§ GOAL OF THE EXERCISE
The pictures stay out; all of the data is to be printed exactly.

(Beginning of PROVIDED RECORDS)

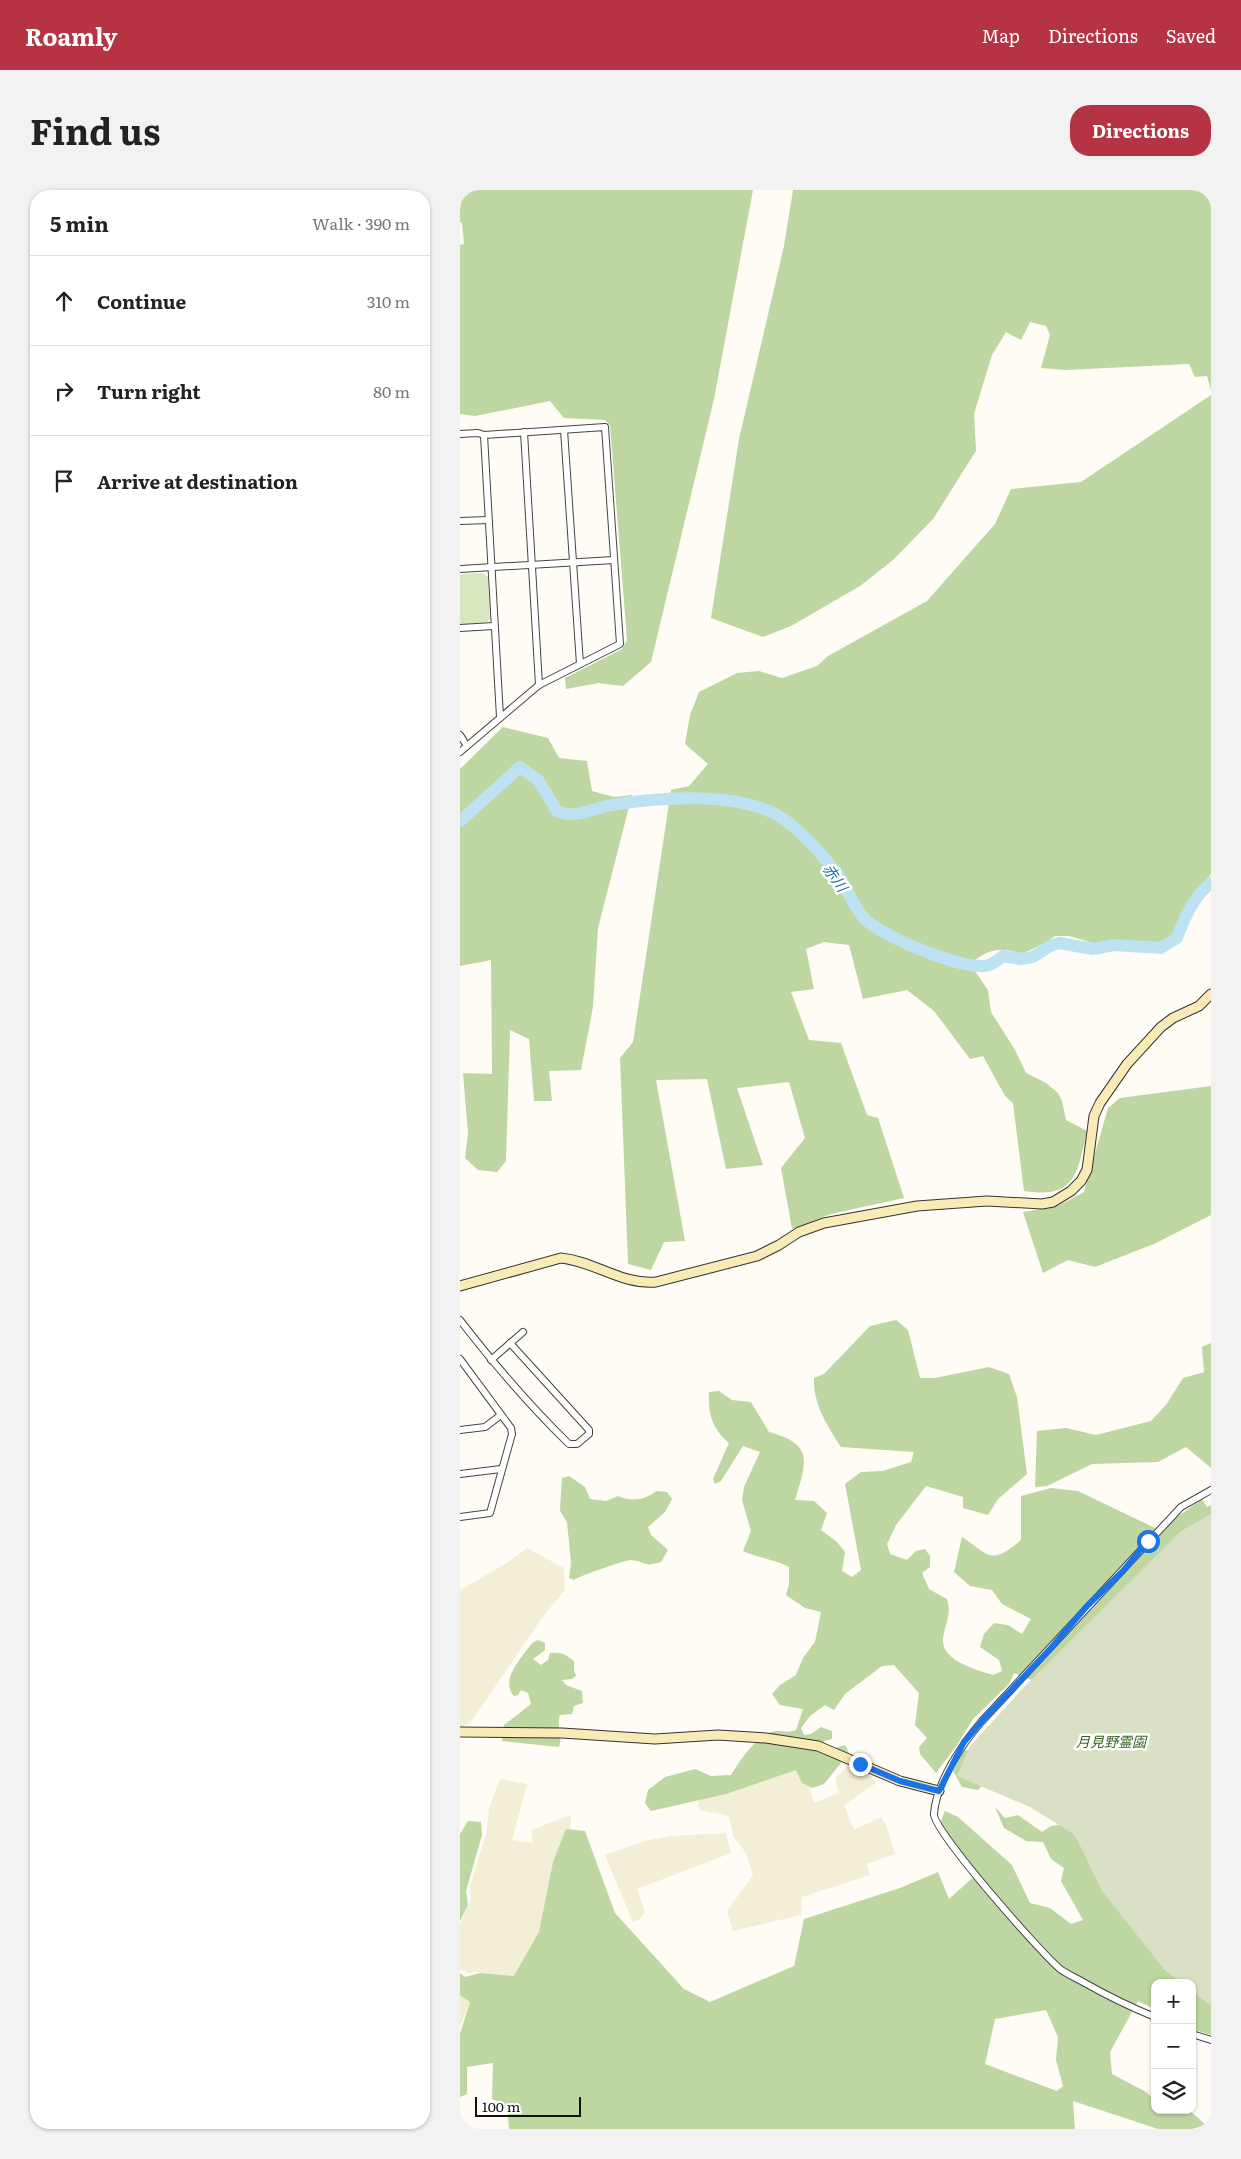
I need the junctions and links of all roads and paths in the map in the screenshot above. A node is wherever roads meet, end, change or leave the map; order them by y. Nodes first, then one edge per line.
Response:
1 (564, 430) junction
2 (524, 432) junction
3 (460, 434) edge
4 (484, 435) junction
5 (488, 520) junction
6 (460, 521) edge
7 (614, 560) junction
8 (572, 562) junction
9 (532, 565) junction
10 (491, 567) junction
11 (460, 568) edge
12 (494, 626) junction
13 (460, 628) edge
14 (580, 664) junction
15 (539, 685) junction
16 (500, 718) junction
17 (460, 735) edge
18 (467, 746) junction
19 (460, 752) edge
20 (1211, 994) edge
21 (460, 1286) edge
22 (460, 1320) edge
23 (523, 1332) dead end
24 (510, 1343) junction
25 (460, 1359) edge
26 (491, 1360) junction
27 (501, 1415) junction
28 (460, 1430) edge
29 (501, 1469) junction
30 (460, 1474) edge
31 (1211, 1490) edge
32 (460, 1517) edge
33 (460, 1732) edge
34 (939, 1791) junction
35 (1151, 2015) edge
36 (1196, 2035) edge
37 (1211, 2040) edge

1 - 2 street
1 - 7 street
1 - 8 street
2 - 4 street
2 - 9 street
3 - 4 street
4 - 5 street
5 - 6 street
5 - 10 street
7 - 8 street
7 - 14 street
8 - 9 street
8 - 14 street
9 - 10 street
9 - 15 street
10 - 11 street
10 - 12 street
12 - 13 street
12 - 16 street
14 - 15 street
15 - 16 street
16 - 18 street
17 - 18 street
18 - 19 street
20 - 21 street
22 - 26 street
23 - 24 street
24 - 26 street
24 - 26 street
25 - 27 street
27 - 28 street
27 - 29 street
29 - 30 street
29 - 32 street
31 - 34 street
33 - 34 street
34 - 35 street
36 - 37 street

(End of PROVIDED RECORDS)

§ RESPONSE TO THIS TASK
I need the junctions and links of all roads and paths in the map in the screenshot above. A node is wherever roads meet, end, change or leave the map; order them by y. Nodes first, then one edge per line.
Response:
1 (564, 430) junction
2 (524, 432) junction
3 (460, 434) edge
4 (484, 435) junction
5 (488, 520) junction
6 (460, 521) edge
7 (614, 560) junction
8 (572, 562) junction
9 (532, 565) junction
10 (491, 567) junction
11 (460, 568) edge
12 (494, 626) junction
13 (460, 628) edge
14 (580, 664) junction
15 (539, 685) junction
16 (500, 718) junction
17 (460, 735) edge
18 (467, 746) junction
19 (460, 752) edge
20 (1211, 994) edge
21 (460, 1286) edge
22 (460, 1320) edge
23 (523, 1332) dead end
24 (510, 1343) junction
25 (460, 1359) edge
26 (491, 1360) junction
27 (501, 1415) junction
28 (460, 1430) edge
29 (501, 1469) junction
30 (460, 1474) edge
31 (1211, 1490) edge
32 (460, 1517) edge
33 (460, 1732) edge
34 (939, 1791) junction
35 (1151, 2015) edge
36 (1196, 2035) edge
37 (1211, 2040) edge

1 - 2 street
1 - 7 street
1 - 8 street
2 - 4 street
2 - 9 street
3 - 4 street
4 - 5 street
5 - 6 street
5 - 10 street
7 - 8 street
7 - 14 street
8 - 9 street
8 - 14 street
9 - 10 street
9 - 15 street
10 - 11 street
10 - 12 street
12 - 13 street
12 - 16 street
14 - 15 street
15 - 16 street
16 - 18 street
17 - 18 street
18 - 19 street
20 - 21 street
22 - 26 street
23 - 24 street
24 - 26 street
24 - 26 street
25 - 27 street
27 - 28 street
27 - 29 street
29 - 30 street
29 - 32 street
31 - 34 street
33 - 34 street
34 - 35 street
36 - 37 street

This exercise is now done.